On the 7th day of June in the year 1964, when His Eminence James Cardinal McGuigan blessed the Augustinian Shrine of Our Lady of Grace, King City, Ontario, he expressed in an almost prophetic way his own personal dream. At that time the Cardinal said it was his hope that this shrine at the Marylake Center would become not only an important place of pilgrimage in honor of our Blessed Mother Mary in this area, but that one day it would officially become the center of Marian devotion for all Ontario. For the past fifty years, the Augustinians have loyally served tens of thousands of pilgrims from all parts of the world who came and continue to come to Marylake seeking peace, Reconciliation, and renewed hope in a special way through the intercession of Mary, the Mother of God. In the past several months, Cardinal McGuigan’s dream for Marylake moved an important step closer to its full realization.

In October 2012, the present Archbishop of Toronto, Thomas Cardinal Collins, declared Marylake as one of four official archdiocesan sites of sacred pilgrimage for the Year of Faith. And on Sunday, February 3rd, 2013, in a Solemn High Mass, the Very Reverend Bernard Scianna, O.S.A., Ph.D., Prior Provincial of the Canadian and Midwest Augustinians, officially blessed and designated the main entrance to the shrine as a holy door open to all who come to Marylake seeking the special graces of this Year of Faith. 

Father Scianna was assisted at the Mass by Father Eugene Tramble, O.S.A., Prior of the Marylake Augustinian community, other Augustinians, and visiting clergy. In his Homily, Fr. Scianna encouraged all present to use this sacred time as a grace-filled opportunity to “rediscover, profess, deepen, [and] proclaim our Faith with renewed enthusiasm… The door of faith is always open to us, ushering us into the life of communion with God.” Then, using a metaphor familiar to all who follow St. Augustine in a special way, Fr. Scianna reminded us that “to enter through the door [of faith] is to set out on a journey that lasts through life!”
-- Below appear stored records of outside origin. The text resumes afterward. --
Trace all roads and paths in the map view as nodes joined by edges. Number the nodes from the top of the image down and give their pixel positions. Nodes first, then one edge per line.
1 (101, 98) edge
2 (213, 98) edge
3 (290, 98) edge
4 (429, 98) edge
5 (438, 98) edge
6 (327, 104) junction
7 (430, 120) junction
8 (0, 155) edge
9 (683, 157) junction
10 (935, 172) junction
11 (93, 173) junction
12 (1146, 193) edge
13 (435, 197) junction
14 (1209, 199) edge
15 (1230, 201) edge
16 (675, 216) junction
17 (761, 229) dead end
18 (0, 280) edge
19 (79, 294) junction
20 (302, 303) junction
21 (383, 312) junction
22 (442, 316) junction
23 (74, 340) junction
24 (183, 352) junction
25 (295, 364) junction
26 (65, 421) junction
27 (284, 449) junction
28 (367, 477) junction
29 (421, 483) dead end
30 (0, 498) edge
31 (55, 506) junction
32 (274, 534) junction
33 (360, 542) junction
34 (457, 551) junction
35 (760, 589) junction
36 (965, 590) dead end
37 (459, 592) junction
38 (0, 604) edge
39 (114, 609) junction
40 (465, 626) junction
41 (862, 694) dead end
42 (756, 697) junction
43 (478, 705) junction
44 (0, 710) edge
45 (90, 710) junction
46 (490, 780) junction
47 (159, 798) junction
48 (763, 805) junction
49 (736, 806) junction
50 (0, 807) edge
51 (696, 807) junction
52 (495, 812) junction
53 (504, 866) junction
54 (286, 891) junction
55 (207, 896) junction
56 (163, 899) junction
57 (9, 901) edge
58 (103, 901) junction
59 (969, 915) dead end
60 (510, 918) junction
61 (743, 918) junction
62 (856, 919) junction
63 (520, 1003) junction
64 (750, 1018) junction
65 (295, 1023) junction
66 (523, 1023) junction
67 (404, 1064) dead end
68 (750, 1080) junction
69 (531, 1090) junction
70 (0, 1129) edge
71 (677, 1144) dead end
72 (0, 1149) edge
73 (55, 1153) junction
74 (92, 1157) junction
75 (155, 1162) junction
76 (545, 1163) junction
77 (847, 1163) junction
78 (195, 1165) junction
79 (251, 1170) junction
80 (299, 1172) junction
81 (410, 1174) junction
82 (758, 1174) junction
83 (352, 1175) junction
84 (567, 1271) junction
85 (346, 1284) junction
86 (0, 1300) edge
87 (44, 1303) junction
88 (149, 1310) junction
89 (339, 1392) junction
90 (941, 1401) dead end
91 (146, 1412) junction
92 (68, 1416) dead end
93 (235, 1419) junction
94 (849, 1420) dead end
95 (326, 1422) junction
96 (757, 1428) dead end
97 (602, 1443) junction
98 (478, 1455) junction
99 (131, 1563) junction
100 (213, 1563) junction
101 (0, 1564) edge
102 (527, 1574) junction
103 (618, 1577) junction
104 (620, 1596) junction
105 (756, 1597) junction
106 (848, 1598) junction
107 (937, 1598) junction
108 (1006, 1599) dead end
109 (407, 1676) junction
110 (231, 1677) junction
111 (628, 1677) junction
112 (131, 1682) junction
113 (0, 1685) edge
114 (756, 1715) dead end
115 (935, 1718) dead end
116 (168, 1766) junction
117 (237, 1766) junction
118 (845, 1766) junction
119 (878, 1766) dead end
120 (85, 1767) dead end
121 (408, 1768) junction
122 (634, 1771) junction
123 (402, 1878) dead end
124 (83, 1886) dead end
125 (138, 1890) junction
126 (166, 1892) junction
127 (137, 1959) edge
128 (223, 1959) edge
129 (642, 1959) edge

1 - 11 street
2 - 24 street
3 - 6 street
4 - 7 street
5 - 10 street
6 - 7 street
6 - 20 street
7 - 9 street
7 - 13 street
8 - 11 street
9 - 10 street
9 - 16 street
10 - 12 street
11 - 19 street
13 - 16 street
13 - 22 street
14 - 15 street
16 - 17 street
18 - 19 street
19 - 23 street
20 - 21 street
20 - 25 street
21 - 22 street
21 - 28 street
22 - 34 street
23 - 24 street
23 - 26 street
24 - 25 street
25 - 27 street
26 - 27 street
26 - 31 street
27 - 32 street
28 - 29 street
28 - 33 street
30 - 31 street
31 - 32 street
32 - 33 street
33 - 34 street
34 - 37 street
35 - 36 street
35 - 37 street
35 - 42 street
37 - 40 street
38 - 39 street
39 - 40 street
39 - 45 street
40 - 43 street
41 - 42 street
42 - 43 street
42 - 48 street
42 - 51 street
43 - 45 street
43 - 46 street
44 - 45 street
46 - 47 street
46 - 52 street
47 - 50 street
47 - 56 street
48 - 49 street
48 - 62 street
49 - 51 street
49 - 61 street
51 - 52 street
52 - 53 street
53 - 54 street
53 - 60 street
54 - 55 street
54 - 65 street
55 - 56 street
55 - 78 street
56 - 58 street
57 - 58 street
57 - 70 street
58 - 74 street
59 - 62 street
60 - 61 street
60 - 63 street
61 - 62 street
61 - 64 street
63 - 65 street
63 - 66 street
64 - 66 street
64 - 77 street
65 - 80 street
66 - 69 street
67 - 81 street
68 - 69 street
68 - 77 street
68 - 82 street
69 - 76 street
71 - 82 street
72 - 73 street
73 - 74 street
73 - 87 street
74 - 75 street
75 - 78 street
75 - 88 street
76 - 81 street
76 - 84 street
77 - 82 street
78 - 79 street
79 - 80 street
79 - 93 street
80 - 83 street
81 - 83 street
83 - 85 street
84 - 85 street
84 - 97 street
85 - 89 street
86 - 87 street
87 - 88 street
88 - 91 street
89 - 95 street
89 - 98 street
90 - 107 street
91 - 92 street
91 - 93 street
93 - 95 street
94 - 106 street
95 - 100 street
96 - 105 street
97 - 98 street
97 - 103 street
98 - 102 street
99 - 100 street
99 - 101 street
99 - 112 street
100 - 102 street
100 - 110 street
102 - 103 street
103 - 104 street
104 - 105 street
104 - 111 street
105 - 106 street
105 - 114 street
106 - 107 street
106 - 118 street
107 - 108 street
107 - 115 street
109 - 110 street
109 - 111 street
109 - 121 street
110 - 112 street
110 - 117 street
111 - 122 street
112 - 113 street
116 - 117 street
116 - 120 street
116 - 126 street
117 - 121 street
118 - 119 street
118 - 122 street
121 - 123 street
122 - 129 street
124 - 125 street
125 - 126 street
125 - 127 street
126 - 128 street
Although it was a cold winter Sunday morning, in a worship space filled almost to capacity, the assembled congregation responded joyously and enthusiastically throughout the entire Mass in both song and the spoken word. Students from Villanova College assisted as altar servers in the sanctuary; other students from the school assisted in music ministry as cantors and instrumentalists in the brass ensemble. Villanova students also served as ushers and greeters for the occasion. Music ministry was under the direction of Brother Paul Koscielniak, O.S.A.